French consumer spending falls back in June
Better weather reduces energy spending following a cold May that had sent heating bills higher
Consumer spending rose in May as higher heating bills lifted figures, but better weather in June reversed that effect.
French consumers tightened their purse strings again in June after a bounce in consumption in May, with both moves largely due to weather conditions and highlighting the fragility of any nascent recovery.
French consumer spending fell 0.8 per cent in June from May, largely because of reduced energy spending as the weather got better after a cold May that had sent heating bills up. Analysts polled by Reuters had expected a slight rise in June.
Overall, consumer spending edged up 0.3 per cent in the second quarter, data from stastics office INSEE showed, largely on higher energy spending but still backing government forecasts that the economy may have exited a shallow recession.
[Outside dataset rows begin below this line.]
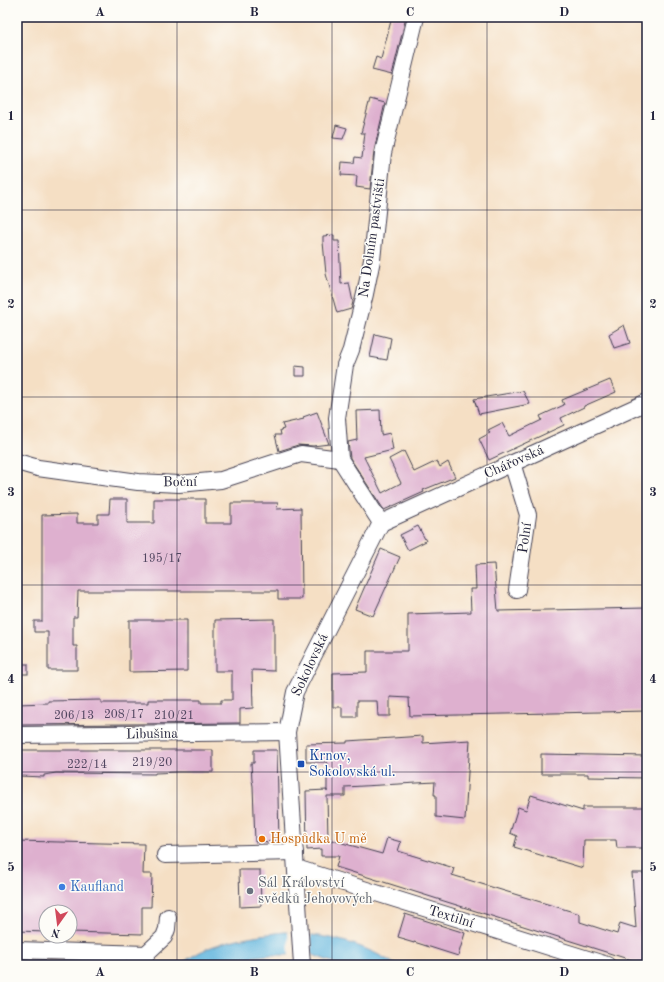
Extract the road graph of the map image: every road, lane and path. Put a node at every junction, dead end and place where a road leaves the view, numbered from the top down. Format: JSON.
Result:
{"nodes":[{"id":1,"x":416,"y":17,"type":"edge"},
{"id":2,"x":647,"y":402,"type":"edge"},
{"id":3,"x":340,"y":459,"type":"junction"},
{"id":4,"x":17,"y":462,"type":"edge"},
{"id":5,"x":512,"y":463,"type":"junction"},
{"id":6,"x":381,"y":523,"type":"junction"},
{"id":7,"x":517,"y":590,"type":"dead end"},
{"id":8,"x":287,"y":732,"type":"junction"},
{"id":9,"x":17,"y":735,"type":"edge"},
{"id":10,"x":295,"y":852,"type":"junction"},
{"id":11,"x":165,"y":856,"type":"dead end"},
{"id":12,"x":296,"y":868,"type":"junction"},
{"id":13,"x":168,"y":916,"type":"dead end"},
{"id":14,"x":17,"y":950,"type":"edge"},
{"id":15,"x":147,"y":954,"type":"junction"},
{"id":16,"x":134,"y":965,"type":"edge"},
{"id":17,"x":302,"y":965,"type":"edge"},
{"id":18,"x":607,"y":965,"type":"edge"}],
"edges":[{"from":1,"to":3,"type":"street","name":"Na Dolním pastvišti"},
{"from":2,"to":5,"type":"street","name":"Chářovská"},
{"from":3,"to":4,"type":"street","name":"Boční"},
{"from":3,"to":6,"type":"street"},
{"from":5,"to":6,"type":"street","name":"Chářovská"},
{"from":5,"to":7,"type":"street","name":"Polní"},
{"from":6,"to":8,"type":"street","name":"Sokolovská"},
{"from":8,"to":9,"type":"street","name":"Libušina"},
{"from":8,"to":10,"type":"street","name":"Sokolovská"},
{"from":10,"to":11,"type":"street"},
{"from":10,"to":12,"type":"street","name":"Sokolovská"},
{"from":12,"to":17,"type":"street","name":"Sokolovská"},
{"from":12,"to":18,"type":"street","name":"Textilní"},
{"from":13,"to":15,"type":"street"},
{"from":14,"to":15,"type":"street"},
{"from":15,"to":16,"type":"street"}]}
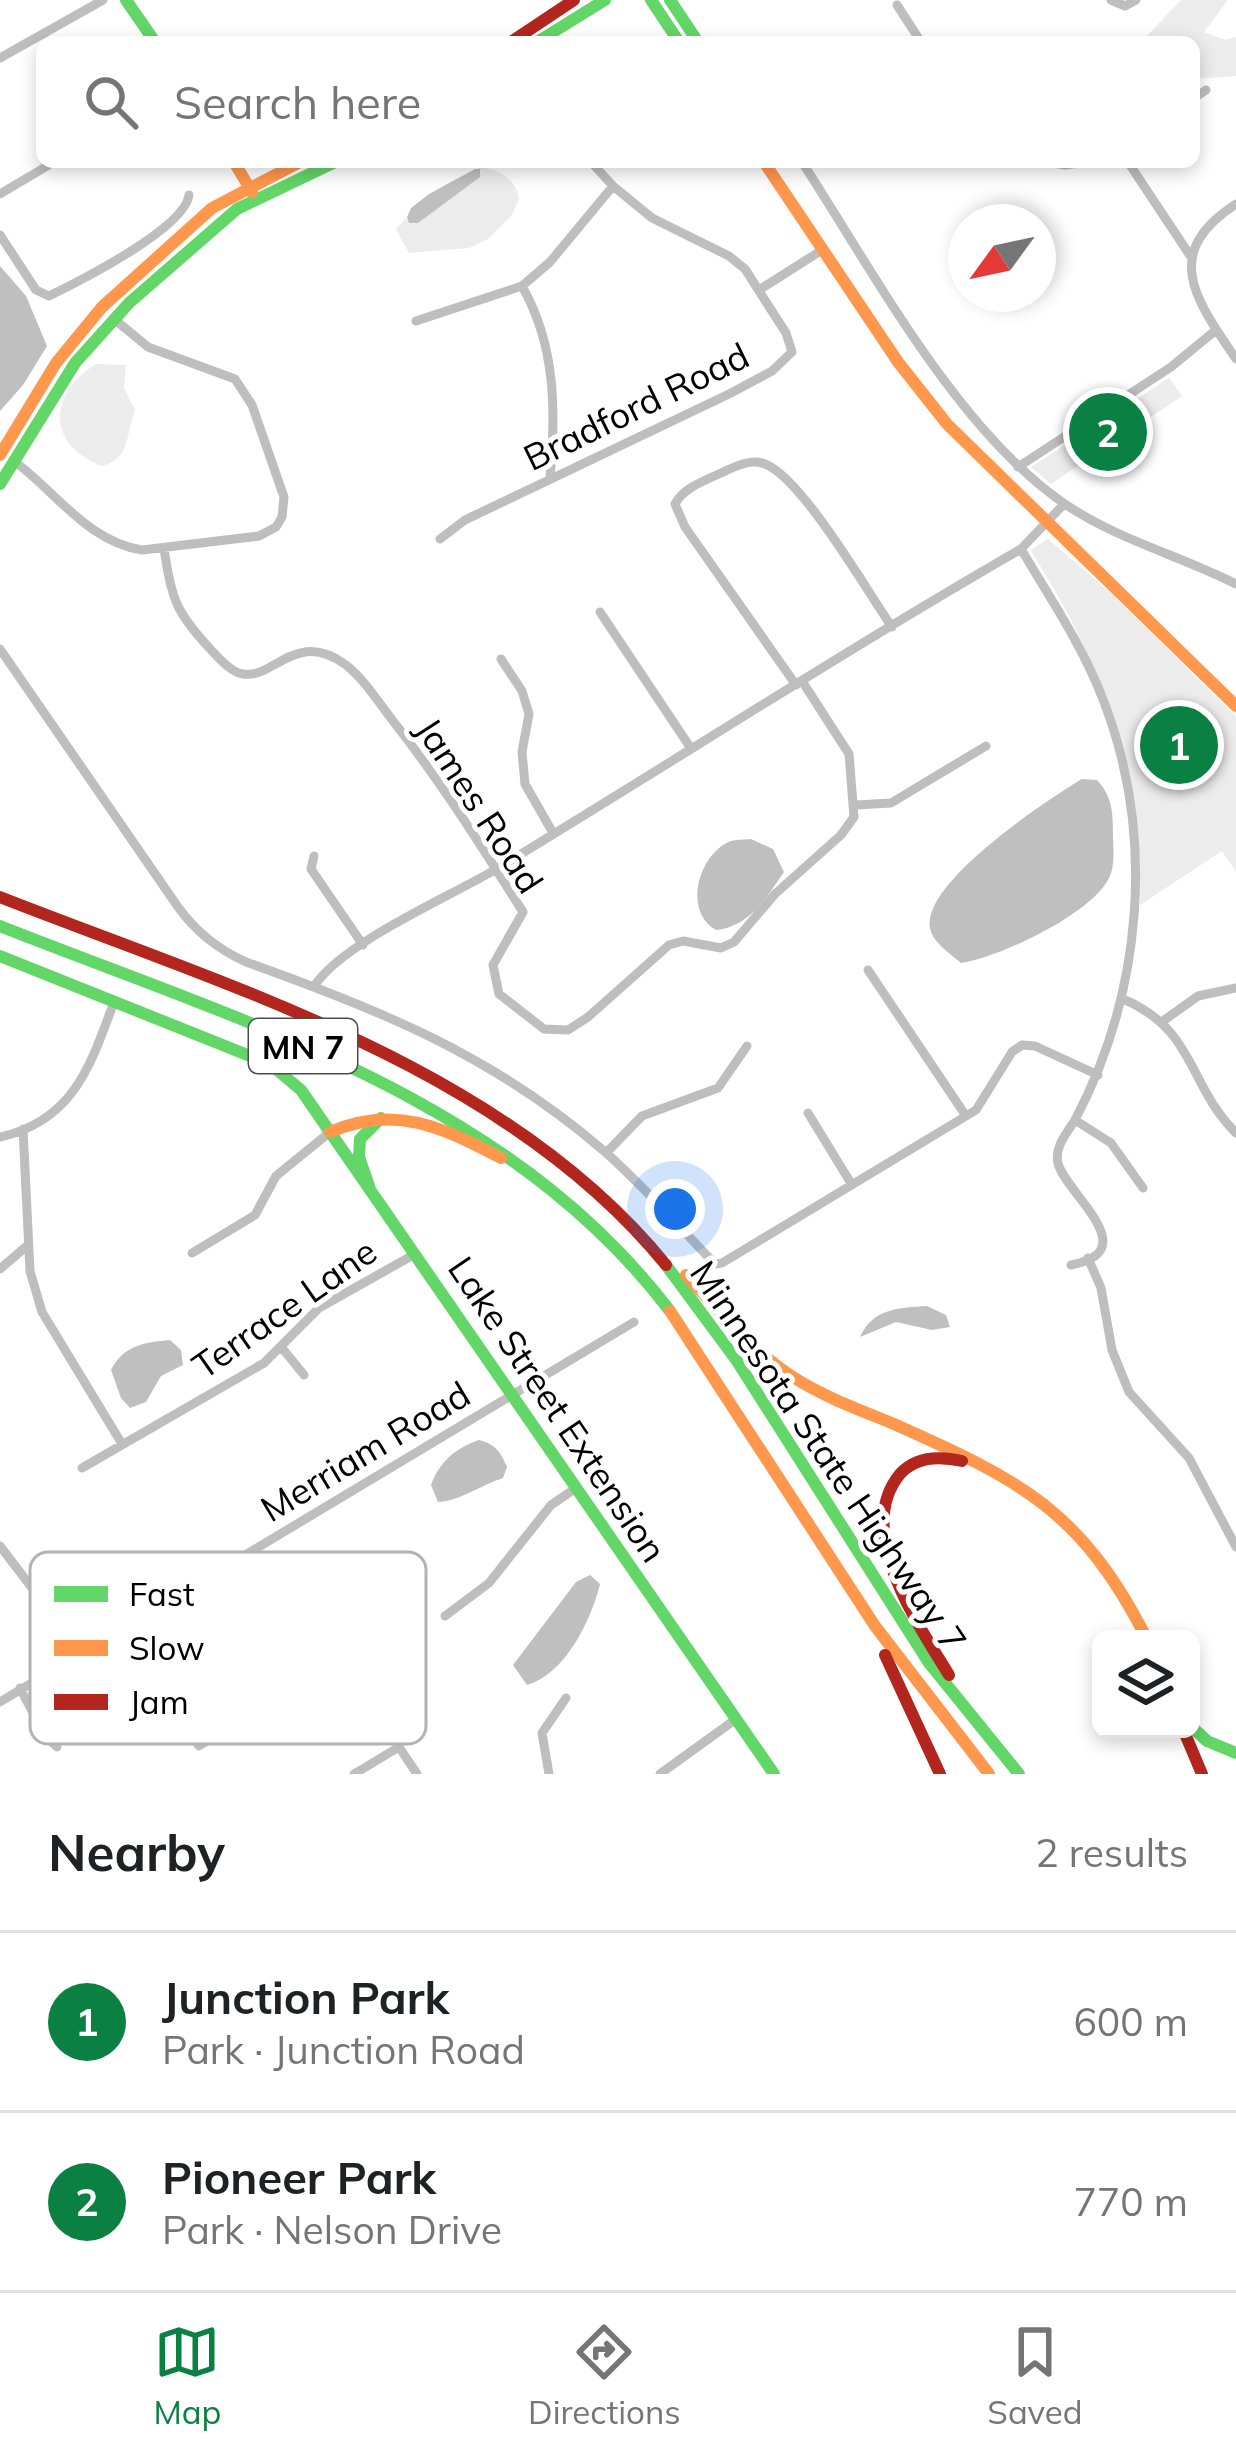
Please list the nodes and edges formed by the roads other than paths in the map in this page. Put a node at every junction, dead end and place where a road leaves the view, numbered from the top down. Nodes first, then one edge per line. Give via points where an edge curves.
1 (103, 0) edge
2 (126, 0) edge
3 (574, 0) edge
4 (646, 0) edge
5 (674, 0) edge
6 (1111, 0) edge
7 (1136, 0) edge
8 (605, 1) edge
9 (897, 5) dead end
10 (39, 36) edge
11 (151, 36) edge
12 (520, 36) edge
13 (550, 36) edge
14 (675, 36) edge
15 (697, 36) edge
16 (917, 36) edge
17 (36, 38) edge
18 (0, 58) edge
19 (1206, 90) dead end
20 (1200, 94) edge
21 (44, 168) edge
22 (238, 168) edge
23 (287, 168) edge
24 (322, 168) edge
25 (596, 168) edge
26 (770, 168) edge
27 (806, 168) edge
28 (1132, 168) edge
29 (248, 186) junction
30 (613, 186) junction
31 (0, 194) edge
32 (189, 195) dead end
33 (255, 200) junction
34 (1236, 204) edge
35 (0, 235) edge
36 (822, 250) junction
37 (1191, 257) junction
38 (522, 286) junction
39 (759, 290) junction
40 (108, 312) junction
41 (416, 321) dead end
42 (1216, 329) junction
43 (1236, 359) edge
44 (0, 455) edge
45 (14, 461) junction
46 (1018, 467) junction
47 (550, 478) junction
48 (0, 484) edge
49 (1064, 504) junction
50 (1048, 524) junction
51 (440, 539) dead end
52 (164, 548) junction
53 (1021, 548) junction
54 (1236, 584) edge
55 (600, 612) dead end
56 (892, 628) junction
57 (0, 649) edge
58 (501, 658) dead end
59 (799, 683) junction
60 (1236, 706) edge
61 (986, 746) dead end
62 (691, 748) junction
63 (856, 805) junction
64 (553, 833) junction
65 (314, 856) dead end
66 (497, 868) junction
67 (0, 897) edge
68 (0, 926) edge
69 (363, 946) junction
70 (0, 956) edge
71 (868, 970) dead end
72 (315, 986) junction
73 (1236, 988) edge
74 (1124, 999) junction
75 (114, 1002) junction
76 (1163, 1021) junction
77 (747, 1046) dead end
78 (1098, 1075) junction
79 (808, 1113) dead end
80 (391, 1116) junction
81 (966, 1116) junction
82 (1076, 1120) junction
83 (23, 1130) junction
84 (330, 1132) junction
85 (1236, 1133) edge
86 (0, 1137) edge
87 (607, 1153) junction
88 (852, 1185) junction
89 (369, 1186) junction
90 (591, 1186) junction
91 (1142, 1188) dead end
92 (573, 1206) junction
93 (28, 1244) junction
94 (192, 1253) dead end
95 (415, 1254) junction
96 (1088, 1258) junction
97 (1071, 1264) dead end
98 (0, 1269) edge
99 (634, 1322) dead end
100 (282, 1348) junction
101 (304, 1375) dead end
102 (512, 1394) junction
103 (122, 1444) junction
104 (82, 1468) dead end
105 (576, 1488) junction
106 (820, 1543) junction
107 (0, 1546) edge
108 (1236, 1547) edge
109 (249, 1552) edge
110 (30, 1585) edge
111 (445, 1616) dead end
112 (1132, 1630) edge
113 (1142, 1630) edge
114 (30, 1682) edge
115 (20, 1688) junction
116 (566, 1698) dead end
117 (0, 1702) edge
118 (30, 1707) edge
119 (736, 1719) junction
120 (1200, 1736) edge
121 (1177, 1738) edge
122 (1190, 1738) edge
123 (54, 1744) edge
124 (57, 1747) dead end
125 (1236, 1753) edge
126 (1018, 1772) edge
127 (354, 1774) edge
128 (417, 1774) edge
129 (549, 1774) edge
130 (660, 1774) edge
131 (774, 1774) edge
132 (940, 1774) edge
133 (989, 1774) edge
134 (1191, 1774) edge
135 (1202, 1774) edge

1 - 10 street
2 - 11 main road
3 - 12 main road
4 - 14 main road
5 - 15 main road
6 - 7 street
8 - 13 main road
9 - 16 street
17 - 18 street
19 - 20 street
21 - 31 street
22 - 29 main road
23 - 29 main road
24 - 33 main road
25 - 30 street, Bradford Road
26 - 36 main road
27 - 46 street via 969,412
28 - 37 street
29 - 33 main road
29 - 40 main road via 202,217
30 - 38 street
30 - 39 street, Bradford Road via 652,218 729,256
32 - 35 street via 187,207 159,232 49,296 36,290
33 - 40 main road
34 - 37 street via 1202,232
36 - 39 street
36 - 50 main road via 923,396
37 - 42 street via 1192,283
38 - 41 street
38 - 47 street via 549,350
39 - 47 street, Bradford Road via 792,344 787,360
40 - 44 main road via 56,362
40 - 45 main road
40 - 52 street via 148,346 235,379 284,497 282,518 268,533
42 - 43 street
42 - 46 street
45 - 48 main road
45 - 52 street via 104,539
46 - 49 street
47 - 51 street, Bradford Road
49 - 50 street
49 - 54 street
50 - 53 street
50 - 60 main road
52 - 66 street, James Road via 176,609 233,670 251,674 304,652 355,674
53 - 56 street
53 - 74 street via 1105,703 1129,795 1134,934
55 - 62 street
56 - 59 street
56 - 59 street via 806,502 764,463 740,465 683,492 675,504 686,527
57 - 72 street via 200,934 226,953
58 - 64 street via 527,702 524,784
59 - 62 street
59 - 63 street via 849,754
61 - 63 street via 891,803
62 - 64 street
63 - 66 street, James Road via 848,827 734,942 669,944 568,1030 544,1029 495,987 495,958 523,912
64 - 66 street
65 - 69 street via 310,869
66 - 69 street
67 - 90 main road, Minnesota State Highway 7 / MN 7 via 395,1056 492,1111
68 - 92 main road, Minnesota State Highway 7 / MN 7 via 395,1085 483,1135
69 - 72 street
70 - 75 main road
71 - 81 street
72 - 87 street via 472,1057
73 - 76 street via 1198,996
74 - 76 street
74 - 78 street
75 - 83 street via 68,1102
75 - 84 main road, Lake Street Extension via 270,1064
76 - 85 street
77 - 87 street via 718,1088 642,1116
78 - 81 street via 1022,1045
78 - 82 street
79 - 88 street
80 - 84 main road via 367,1116
80 - 89 main road via 370,1124 358,1141
80 - 92 main road via 459,1136
81 - 88 street
82 - 91 street via 1111,1143
82 - 96 street via 1057,1156 1103,1232
83 - 86 street
83 - 93 street
84 - 89 main road, Lake Street Extension
84 - 94 street via 276,1176 255,1215
87 - 88 street via 719,1264
89 - 95 main road, Lake Street Extension
90 - 113 main road via 782,1369 981,1461 1043,1501 1100,1559
90 - 126 main road, Minnesota State Highway 7 / MN 7 via 694,1300 912,1639
92 - 106 main road, Minnesota State Highway 7 / MN 7 via 677,1321
93 - 98 street
93 - 103 street via 42,1312
95 - 100 street, Terrace Lane via 332,1299
95 - 102 main road, Lake Street Extension
96 - 97 street
96 - 108 street via 1119,1371 1203,1478
99 - 102 street, Merriam Road
100 - 101 street
100 - 103 street, Terrace Lane
102 - 105 main road, Lake Street Extension
102 - 109 street, Merriam Road
103 - 104 street, Terrace Lane
105 - 111 street via 551,1505 489,1583
105 - 119 main road, Lake Street Extension
106 - 132 main road via 901,1685
106 - 133 main road, Minnesota State Highway 7 / MN 7
107 - 110 street
112 - 126 main road via 1088,1556 1020,1493 947,1458 922,1460 898,1476 884,1519 900,1587 956,1687
114 - 115 street, Merriam Road
115 - 117 street, Merriam Road
115 - 118 street
116 - 129 street via 542,1733
119 - 130 street
119 - 131 main road, Lake Street Extension
120 - 125 main road
121 - 134 main road
122 - 135 main road
123 - 124 street
127 - 128 street via 399,1747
“These figures add to the evidence showing that the French economy may have exited recession during the second quarter of the year,” said Diego Iscaro, at IHS Global Insight.
“We still project private consumption to remain under pressure during the second half of the year, particularly given that labour market conditions remain very tough.”
Analysts had forecast on average that spending edged up 0.1 per cent in June, according to a Reuters poll of 15 economists.
The drop in consumer spending in June followed a revised 0.7 per cent bounce in May, which had partly been due to higher spending on energy during bad weather.